Tras matar a los mentirosos que trataron de ocultarme información, me oculté en las sombras para limpiar mi ropa usando un poco de magia de agua, asegurándome de no dejar ni el más mínimo rastro de sangre que pudiera levantar sospechas.
Una vez impecable y con el semblante tranquilo, me puse la capucha y me dirigí sin una pizca de remordimiento hacia una gran biblioteca de la ciudad. Mi objetivo era claro: necesitaba un mapa detallado de la región y cualquier información que nos ayudara a ocultarnos de las personas que nos buscaban.
Al entrar, la suerte pareció estar de mi lado. En cuestión de minutos, logré encontrar exactamente el mapa que necesitaba, pero justo antes de irme a una mesa para analizarlo, un lomo en una estantería captó mi atención.
‘Maná y materia, dos cosas que componen el mundo’ Qué raro nombre para un libro. Pensé, cogiéndolo por curiosidad y llevándolo conmigo hacia una mesa libre que estaba al fondo, lejos de las miradas curiosas.
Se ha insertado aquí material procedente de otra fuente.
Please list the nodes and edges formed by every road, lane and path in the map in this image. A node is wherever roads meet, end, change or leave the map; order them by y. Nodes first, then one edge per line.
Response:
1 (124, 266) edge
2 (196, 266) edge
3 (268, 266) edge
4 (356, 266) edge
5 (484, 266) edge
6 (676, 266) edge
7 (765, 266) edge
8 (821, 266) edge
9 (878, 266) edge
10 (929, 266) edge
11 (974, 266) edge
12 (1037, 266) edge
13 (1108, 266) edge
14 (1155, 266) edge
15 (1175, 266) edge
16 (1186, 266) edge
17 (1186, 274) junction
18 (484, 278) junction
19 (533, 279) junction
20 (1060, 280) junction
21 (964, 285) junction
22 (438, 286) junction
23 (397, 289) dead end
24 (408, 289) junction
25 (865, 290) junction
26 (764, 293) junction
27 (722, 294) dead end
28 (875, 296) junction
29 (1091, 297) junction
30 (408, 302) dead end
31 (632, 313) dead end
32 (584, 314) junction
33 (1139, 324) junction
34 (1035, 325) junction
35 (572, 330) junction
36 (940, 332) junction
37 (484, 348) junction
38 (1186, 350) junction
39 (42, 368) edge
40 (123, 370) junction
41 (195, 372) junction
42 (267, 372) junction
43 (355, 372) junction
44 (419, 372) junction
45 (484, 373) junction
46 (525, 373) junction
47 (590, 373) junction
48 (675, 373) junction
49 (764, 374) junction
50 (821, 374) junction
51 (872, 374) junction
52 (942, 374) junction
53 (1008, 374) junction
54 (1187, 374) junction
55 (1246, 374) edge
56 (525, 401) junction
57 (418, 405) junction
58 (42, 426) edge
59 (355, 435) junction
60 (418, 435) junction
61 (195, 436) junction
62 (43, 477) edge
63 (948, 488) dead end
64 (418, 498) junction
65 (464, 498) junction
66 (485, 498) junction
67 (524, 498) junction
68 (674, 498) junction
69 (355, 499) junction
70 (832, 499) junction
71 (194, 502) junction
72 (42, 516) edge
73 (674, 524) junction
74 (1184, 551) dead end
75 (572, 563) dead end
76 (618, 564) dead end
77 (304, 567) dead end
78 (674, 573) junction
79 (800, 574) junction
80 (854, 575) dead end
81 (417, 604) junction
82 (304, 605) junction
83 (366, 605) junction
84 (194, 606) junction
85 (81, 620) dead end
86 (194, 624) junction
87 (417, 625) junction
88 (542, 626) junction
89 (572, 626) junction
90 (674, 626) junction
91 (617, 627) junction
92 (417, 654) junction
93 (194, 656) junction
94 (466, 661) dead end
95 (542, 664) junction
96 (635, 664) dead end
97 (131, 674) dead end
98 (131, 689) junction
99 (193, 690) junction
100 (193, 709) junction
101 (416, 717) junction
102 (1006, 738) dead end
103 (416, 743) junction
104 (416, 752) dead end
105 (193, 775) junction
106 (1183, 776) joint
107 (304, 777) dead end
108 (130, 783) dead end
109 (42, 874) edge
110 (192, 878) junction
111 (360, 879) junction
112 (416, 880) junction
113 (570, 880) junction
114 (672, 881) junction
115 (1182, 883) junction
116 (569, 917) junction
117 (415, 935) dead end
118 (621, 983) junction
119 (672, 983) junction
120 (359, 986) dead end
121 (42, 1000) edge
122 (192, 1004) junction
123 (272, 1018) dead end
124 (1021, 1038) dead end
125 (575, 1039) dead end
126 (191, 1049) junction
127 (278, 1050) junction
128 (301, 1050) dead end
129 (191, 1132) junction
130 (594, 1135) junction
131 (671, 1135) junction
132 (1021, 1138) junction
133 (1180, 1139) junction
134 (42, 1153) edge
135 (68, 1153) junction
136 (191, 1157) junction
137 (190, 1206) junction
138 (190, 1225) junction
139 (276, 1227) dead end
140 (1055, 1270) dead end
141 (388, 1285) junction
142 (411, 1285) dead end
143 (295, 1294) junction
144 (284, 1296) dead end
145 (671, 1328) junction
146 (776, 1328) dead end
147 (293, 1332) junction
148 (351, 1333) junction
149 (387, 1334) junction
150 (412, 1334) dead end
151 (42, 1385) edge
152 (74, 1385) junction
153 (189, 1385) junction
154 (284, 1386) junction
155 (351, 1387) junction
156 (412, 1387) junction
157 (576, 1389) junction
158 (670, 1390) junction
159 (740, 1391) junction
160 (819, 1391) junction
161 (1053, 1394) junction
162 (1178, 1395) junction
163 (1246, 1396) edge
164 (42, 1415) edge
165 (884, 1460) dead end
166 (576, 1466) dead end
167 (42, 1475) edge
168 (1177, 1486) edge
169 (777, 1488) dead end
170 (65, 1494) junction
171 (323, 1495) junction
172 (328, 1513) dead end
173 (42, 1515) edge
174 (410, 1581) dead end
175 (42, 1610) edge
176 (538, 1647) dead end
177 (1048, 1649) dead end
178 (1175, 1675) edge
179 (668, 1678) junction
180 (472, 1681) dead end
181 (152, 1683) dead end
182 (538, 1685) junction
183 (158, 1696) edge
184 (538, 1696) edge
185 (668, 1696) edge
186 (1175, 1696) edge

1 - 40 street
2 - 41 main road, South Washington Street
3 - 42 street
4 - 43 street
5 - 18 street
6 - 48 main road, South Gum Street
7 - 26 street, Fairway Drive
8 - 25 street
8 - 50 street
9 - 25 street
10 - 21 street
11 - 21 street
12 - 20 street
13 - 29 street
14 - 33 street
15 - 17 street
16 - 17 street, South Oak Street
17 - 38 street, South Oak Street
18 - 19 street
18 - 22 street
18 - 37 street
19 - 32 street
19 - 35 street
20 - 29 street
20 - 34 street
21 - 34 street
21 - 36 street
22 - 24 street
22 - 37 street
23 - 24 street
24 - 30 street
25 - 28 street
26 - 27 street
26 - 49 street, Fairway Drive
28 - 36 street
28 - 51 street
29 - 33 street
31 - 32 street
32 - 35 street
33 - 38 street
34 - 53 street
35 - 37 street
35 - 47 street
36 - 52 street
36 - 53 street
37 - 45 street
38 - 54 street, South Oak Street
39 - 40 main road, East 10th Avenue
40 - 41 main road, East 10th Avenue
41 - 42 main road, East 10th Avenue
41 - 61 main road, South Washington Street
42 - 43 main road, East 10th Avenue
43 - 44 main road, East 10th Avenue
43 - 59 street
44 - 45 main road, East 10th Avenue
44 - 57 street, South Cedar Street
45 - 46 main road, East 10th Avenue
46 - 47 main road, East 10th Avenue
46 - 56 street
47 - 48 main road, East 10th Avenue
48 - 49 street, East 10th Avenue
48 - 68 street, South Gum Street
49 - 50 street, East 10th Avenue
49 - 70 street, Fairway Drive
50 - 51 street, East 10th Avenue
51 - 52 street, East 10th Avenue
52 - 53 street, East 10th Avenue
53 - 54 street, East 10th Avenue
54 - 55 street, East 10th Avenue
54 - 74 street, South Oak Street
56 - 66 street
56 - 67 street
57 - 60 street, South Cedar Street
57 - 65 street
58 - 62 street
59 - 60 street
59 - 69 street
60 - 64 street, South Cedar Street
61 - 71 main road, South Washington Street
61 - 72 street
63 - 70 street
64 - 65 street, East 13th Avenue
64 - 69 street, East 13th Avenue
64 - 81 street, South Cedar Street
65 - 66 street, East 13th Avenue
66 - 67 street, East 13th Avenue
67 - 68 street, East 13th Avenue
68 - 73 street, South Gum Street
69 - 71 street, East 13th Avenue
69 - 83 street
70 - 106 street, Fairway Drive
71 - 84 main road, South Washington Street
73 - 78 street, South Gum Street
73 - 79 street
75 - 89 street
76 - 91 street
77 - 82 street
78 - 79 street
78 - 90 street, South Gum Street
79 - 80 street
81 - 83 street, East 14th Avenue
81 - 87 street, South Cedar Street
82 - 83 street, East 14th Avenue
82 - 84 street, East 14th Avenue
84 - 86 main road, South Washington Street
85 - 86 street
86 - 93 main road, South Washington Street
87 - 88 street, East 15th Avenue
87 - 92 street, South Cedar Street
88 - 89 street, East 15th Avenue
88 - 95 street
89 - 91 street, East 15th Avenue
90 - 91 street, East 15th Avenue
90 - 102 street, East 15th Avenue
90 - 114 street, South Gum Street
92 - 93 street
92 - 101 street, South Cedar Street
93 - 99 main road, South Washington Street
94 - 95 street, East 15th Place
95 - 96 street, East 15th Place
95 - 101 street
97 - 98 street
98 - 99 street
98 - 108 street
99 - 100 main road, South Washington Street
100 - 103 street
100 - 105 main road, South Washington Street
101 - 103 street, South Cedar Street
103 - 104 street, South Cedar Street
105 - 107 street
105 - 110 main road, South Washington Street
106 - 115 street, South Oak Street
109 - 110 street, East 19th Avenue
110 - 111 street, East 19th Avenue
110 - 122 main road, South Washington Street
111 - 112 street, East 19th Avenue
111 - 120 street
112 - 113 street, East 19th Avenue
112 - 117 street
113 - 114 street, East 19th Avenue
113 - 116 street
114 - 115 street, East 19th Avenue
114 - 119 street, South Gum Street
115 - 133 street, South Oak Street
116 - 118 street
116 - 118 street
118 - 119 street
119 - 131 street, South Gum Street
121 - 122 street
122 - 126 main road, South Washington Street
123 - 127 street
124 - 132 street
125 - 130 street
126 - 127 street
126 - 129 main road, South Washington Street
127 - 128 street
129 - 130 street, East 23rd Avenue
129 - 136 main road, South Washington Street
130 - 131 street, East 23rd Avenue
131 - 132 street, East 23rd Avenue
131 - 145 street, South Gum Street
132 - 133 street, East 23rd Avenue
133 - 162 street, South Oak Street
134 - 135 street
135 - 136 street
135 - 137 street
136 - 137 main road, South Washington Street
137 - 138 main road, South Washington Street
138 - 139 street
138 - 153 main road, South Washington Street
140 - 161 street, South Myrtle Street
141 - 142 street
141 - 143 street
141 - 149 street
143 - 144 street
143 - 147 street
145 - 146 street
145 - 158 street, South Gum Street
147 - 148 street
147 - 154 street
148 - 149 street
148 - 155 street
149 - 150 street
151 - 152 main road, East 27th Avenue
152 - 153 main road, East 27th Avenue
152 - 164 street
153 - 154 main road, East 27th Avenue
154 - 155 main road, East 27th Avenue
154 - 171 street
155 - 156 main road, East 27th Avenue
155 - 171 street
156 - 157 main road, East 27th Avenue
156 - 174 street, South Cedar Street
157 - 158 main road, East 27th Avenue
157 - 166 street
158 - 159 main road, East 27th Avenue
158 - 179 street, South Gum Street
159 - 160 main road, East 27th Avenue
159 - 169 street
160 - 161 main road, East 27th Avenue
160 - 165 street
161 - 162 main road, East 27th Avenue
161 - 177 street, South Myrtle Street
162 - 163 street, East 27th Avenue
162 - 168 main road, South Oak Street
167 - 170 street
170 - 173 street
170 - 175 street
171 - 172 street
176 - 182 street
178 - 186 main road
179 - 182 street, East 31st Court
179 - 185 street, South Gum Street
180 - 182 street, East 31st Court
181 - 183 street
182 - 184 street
Tras sentarme, desplegué el mapa que habíamos comprado junto con el de la biblioteca. Lo primero que hice fue trazar una ruta específica, tomando notas adicionales y comparando la geografía con los recuerdos de mi visión. Las horas pasaron rápidamente, y gracias a la tranquilidad artificial que embriagaba mi cuerpo bajo el núcleo demoníaco, pude encontrar lo que tanto buscaba.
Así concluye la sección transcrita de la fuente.